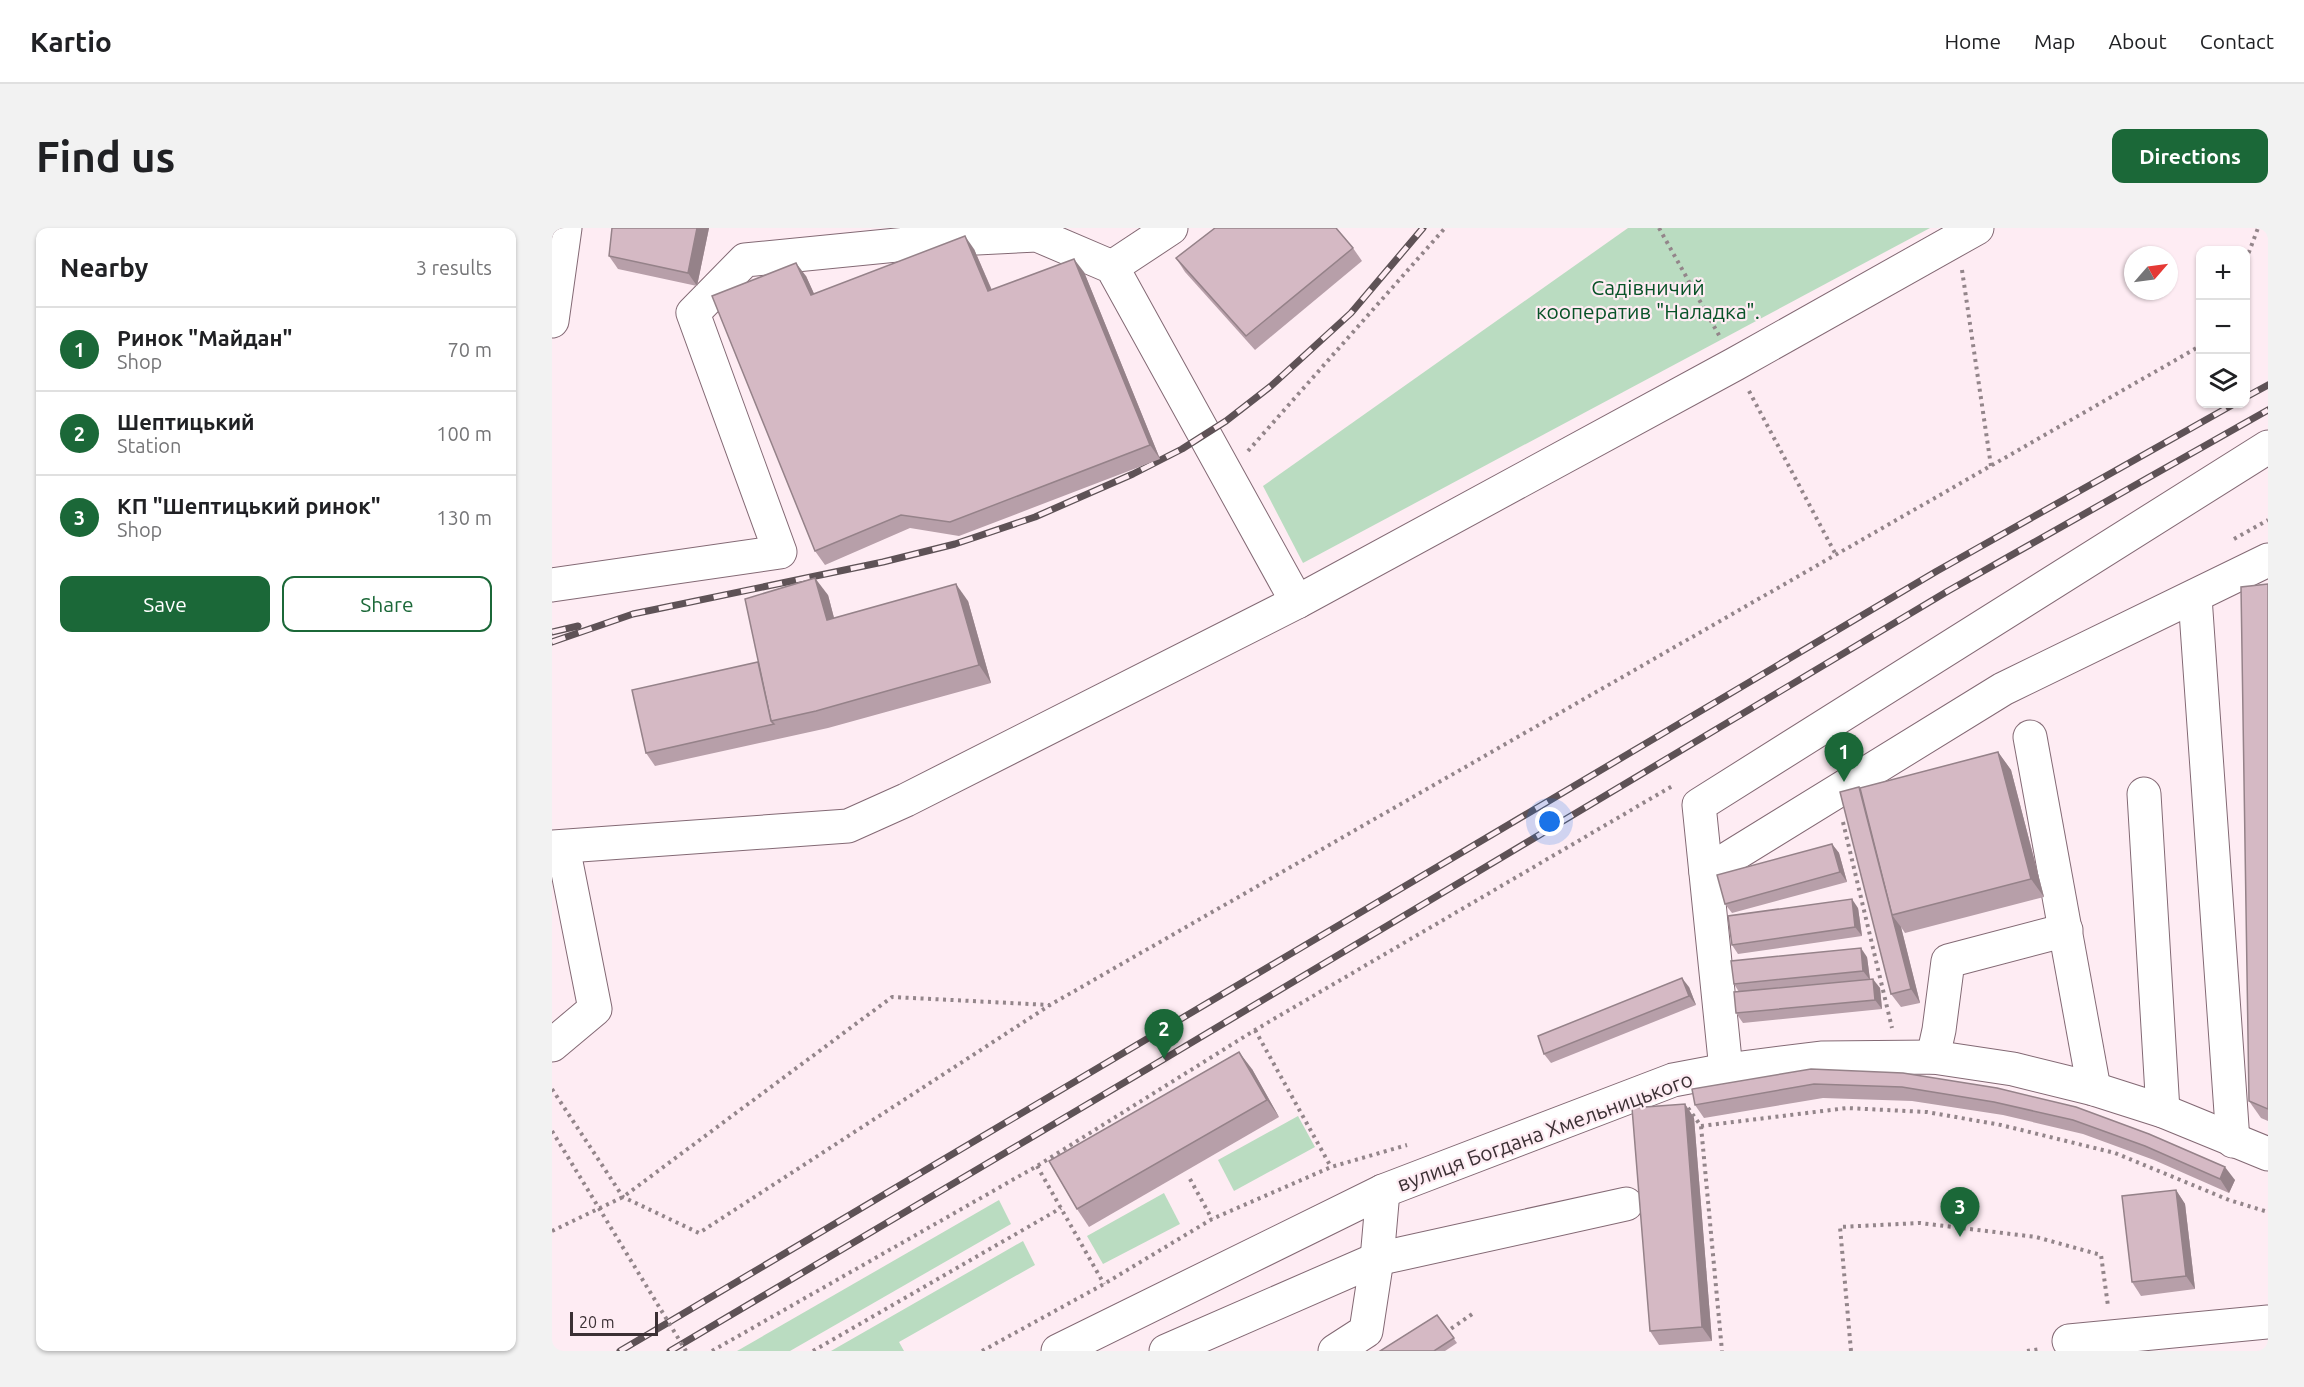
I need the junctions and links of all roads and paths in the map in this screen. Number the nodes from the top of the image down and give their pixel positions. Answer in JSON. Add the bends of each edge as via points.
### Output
{"nodes":[{"id":1,"x":565,"y":228,"type":"edge"},
{"id":2,"x":1171,"y":228,"type":"edge"},
{"id":3,"x":1445,"y":228,"type":"edge"},
{"id":4,"x":1659,"y":228,"type":"edge"},
{"id":5,"x":2258,"y":228,"type":"edge"},
{"id":6,"x":1967,"y":233,"type":"edge"},
{"id":7,"x":2250,"y":249,"type":"edge"},
{"id":8,"x":1112,"y":267,"type":"junction"},
{"id":9,"x":552,"y":321,"type":"edge"},
{"id":10,"x":2196,"y":348,"type":"edge"},
{"id":11,"x":1735,"y":364,"type":"junction"},
{"id":12,"x":2268,"y":447,"type":"edge"},
{"id":13,"x":1991,"y":466,"type":"junction"},
{"id":14,"x":1228,"y":474,"type":"junction"},
{"id":15,"x":1836,"y":555,"type":"junction"},
{"id":16,"x":2268,"y":560,"type":"edge"},
{"id":17,"x":552,"y":585,"type":"edge"},
{"id":18,"x":2195,"y":597,"type":"junction"},
{"id":19,"x":1297,"y":602,"type":"junction"},
{"id":20,"x":2030,"y":737,"type":"dead end"},
{"id":21,"x":1677,"y":783,"type":"dead end"},
{"id":22,"x":2144,"y":794,"type":"dead end"},
{"id":23,"x":1831,"y":796,"type":"junction"},
{"id":24,"x":558,"y":847,"type":"edge"},
{"id":25,"x":1706,"y":872,"type":"junction"},
{"id":26,"x":2066,"y":930,"type":"junction"},
{"id":27,"x":1050,"y":1005,"type":"junction"},
{"id":28,"x":1255,"y":1030,"type":"junction"},
{"id":29,"x":1892,"y":1032,"type":"dead end"},
{"id":30,"x":552,"y":1045,"type":"edge"},
{"id":31,"x":1933,"y":1057,"type":"junction"},
{"id":32,"x":1726,"y":1070,"type":"junction"},
{"id":33,"x":552,"y":1089,"type":"edge"},
{"id":34,"x":2094,"y":1089,"type":"junction"},
{"id":35,"x":1683,"y":1101,"type":"dead end"},
{"id":36,"x":2163,"y":1111,"type":"junction"},
{"id":37,"x":1701,"y":1126,"type":"junction"},
{"id":38,"x":552,"y":1131,"type":"edge"},
{"id":39,"x":2234,"y":1141,"type":"junction"},
{"id":40,"x":2268,"y":1154,"type":"edge"},
{"id":41,"x":1037,"y":1166,"type":"junction"},
{"id":42,"x":1331,"y":1167,"type":"dead end"},
{"id":43,"x":1190,"y":1179,"type":"dead end"},
{"id":44,"x":1383,"y":1191,"type":"junction"},
{"id":45,"x":623,"y":1197,"type":"junction"},
{"id":46,"x":1626,"y":1204,"type":"dead end"},
{"id":47,"x":1060,"y":1208,"type":"junction"},
{"id":48,"x":2268,"y":1212,"type":"edge"},
{"id":49,"x":1212,"y":1219,"type":"dead end"},
{"id":50,"x":552,"y":1231,"type":"edge"},
{"id":51,"x":1377,"y":1259,"type":"junction"},
{"id":52,"x":1104,"y":1284,"type":"dead end"},
{"id":53,"x":1475,"y":1312,"type":"dead end"},
{"id":54,"x":2268,"y":1322,"type":"edge"},
{"id":55,"x":1440,"y":1335,"type":"edge"},
{"id":56,"x":2112,"y":1337,"type":"junction"},
{"id":57,"x":2218,"y":1340,"type":"edge"},
{"id":58,"x":2069,"y":1341,"type":"dead end"},
{"id":59,"x":686,"y":1351,"type":"edge"},
{"id":60,"x":712,"y":1351,"type":"edge"},
{"id":61,"x":813,"y":1351,"type":"edge"},
{"id":62,"x":1058,"y":1351,"type":"edge"},
{"id":63,"x":1166,"y":1351,"type":"edge"},
{"id":64,"x":1335,"y":1351,"type":"edge"},
{"id":65,"x":1722,"y":1351,"type":"edge"},
{"id":66,"x":1851,"y":1351,"type":"edge"}],
"edges":[{"from":1,"to":9,"type":"street"},
{"from":2,"to":8,"type":"street"},
{"from":3,"to":14,"type":"path"},
{"from":4,"to":11,"type":"path"},
{"from":5,"to":7,"type":"path"},
{"from":6,"to":11,"type":"street"},
{"from":6,"to":13,"type":"path"},
{"from":8,"to":14,"type":"street"},
{"from":8,"to":17,"type":"street","via":[[1037,235],[745,260],[693,313],[780,552]]},
{"from":10,"to":13,"type":"path"},
{"from":11,"to":15,"type":"path"},
{"from":11,"to":19,"type":"street"},
{"from":12,"to":25,"type":"street","via":[[1699,805]]},
{"from":13,"to":15,"type":"path"},
{"from":14,"to":19,"type":"street"},
{"from":15,"to":27,"type":"path"},
{"from":16,"to":18,"type":"street"},
{"from":18,"to":23,"type":"street","via":[[2003,689]]},
{"from":18,"to":39,"type":"street"},
{"from":19,"to":24,"type":"street","via":[[917,795],[848,826]]},
{"from":20,"to":26,"type":"street"},
{"from":21,"to":28,"type":"path"},
{"from":22,"to":36,"type":"street"},
{"from":23,"to":25,"type":"street"},
{"from":23,"to":29,"type":"path","via":[[1846,828]]},
{"from":24,"to":30,"type":"street","via":[[595,1010]]},
{"from":25,"to":32,"type":"street"},
{"from":26,"to":31,"type":"street","via":[[1948,961]]},
{"from":26,"to":34,"type":"street"},
{"from":27,"to":45,"type":"path","via":[[892,997]]},
{"from":27,"to":45,"type":"path","via":[[699,1233]]},
{"from":28,"to":41,"type":"path"},
{"from":28,"to":42,"type":"path"},
{"from":31,"to":32,"type":"street","name":"вулиця Богдана Хмельницького","via":[[1821,1058]]},
{"from":31,"to":34,"type":"street","name":"вулиця Богдана Хмельницького","via":[[2013,1069]]},
{"from":32,"to":44,"type":"street","name":"вулиця Богдана Хмельницького","via":[[1673,1080]]},
{"from":33,"to":45,"type":"path"},
{"from":34,"to":36,"type":"street","name":"вулиця Богдана Хмельницького"},
{"from":35,"to":37,"type":"path"},
{"from":36,"to":39,"type":"street","name":"вулиця Богдана Хмельницького"},
{"from":37,"to":48,"type":"path","via":[[1847,1108],[1927,1112],[2001,1125],[2115,1153]]},
{"from":37,"to":65,"type":"path"},
{"from":38,"to":59,"type":"path","bridge":true},
{"from":39,"to":40,"type":"street","name":"вулиця Богдана Хмельницького"},
{"from":41,"to":47,"type":"path"},
{"from":41,"to":60,"type":"path"},
{"from":43,"to":49,"type":"path"},
{"from":44,"to":51,"type":"street"},
{"from":44,"to":62,"type":"street","name":"вулиця Богдана Хмельницького"},
{"from":45,"to":50,"type":"path"},
{"from":46,"to":51,"type":"street"},
{"from":47,"to":52,"type":"path"},
{"from":47,"to":61,"type":"path"},
{"from":51,"to":63,"type":"street"},
{"from":51,"to":64,"type":"street","via":[[1366,1331]]},
{"from":53,"to":55,"type":"path"},
{"from":54,"to":57,"type":"street"},
{"from":56,"to":57,"type":"street"},
{"from":56,"to":58,"type":"street"},
{"from":56,"to":66,"type":"path","via":[[2101,1255],[2036,1237],[1920,1223],[1840,1227]]}]}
══════════════════════════════
* [Exercise objective] Whenever a line above includes "Хмельницького", copy it in full.

* [Written reply]
{"from":31,"to":32,"type":"street","name":"вулиця Богдана Хмельницького","via":[[1821,1058]]},
{"from":31,"to":34,"type":"street","name":"вулиця Богдана Хмельницького","via":[[2013,1069]]},
{"from":32,"to":44,"type":"street","name":"вулиця Богдана Хмельницького","via":[[1673,1080]]},
{"from":34,"to":36,"type":"street","name":"вулиця Богдана Хмельницького"},
{"from":36,"to":39,"type":"street","name":"вулиця Богдана Хмельницького"},
{"from":39,"to":40,"type":"street","name":"вулиця Богдана Хмельницького"},
{"from":44,"to":62,"type":"street","name":"вулиця Богдана Хмельницького"},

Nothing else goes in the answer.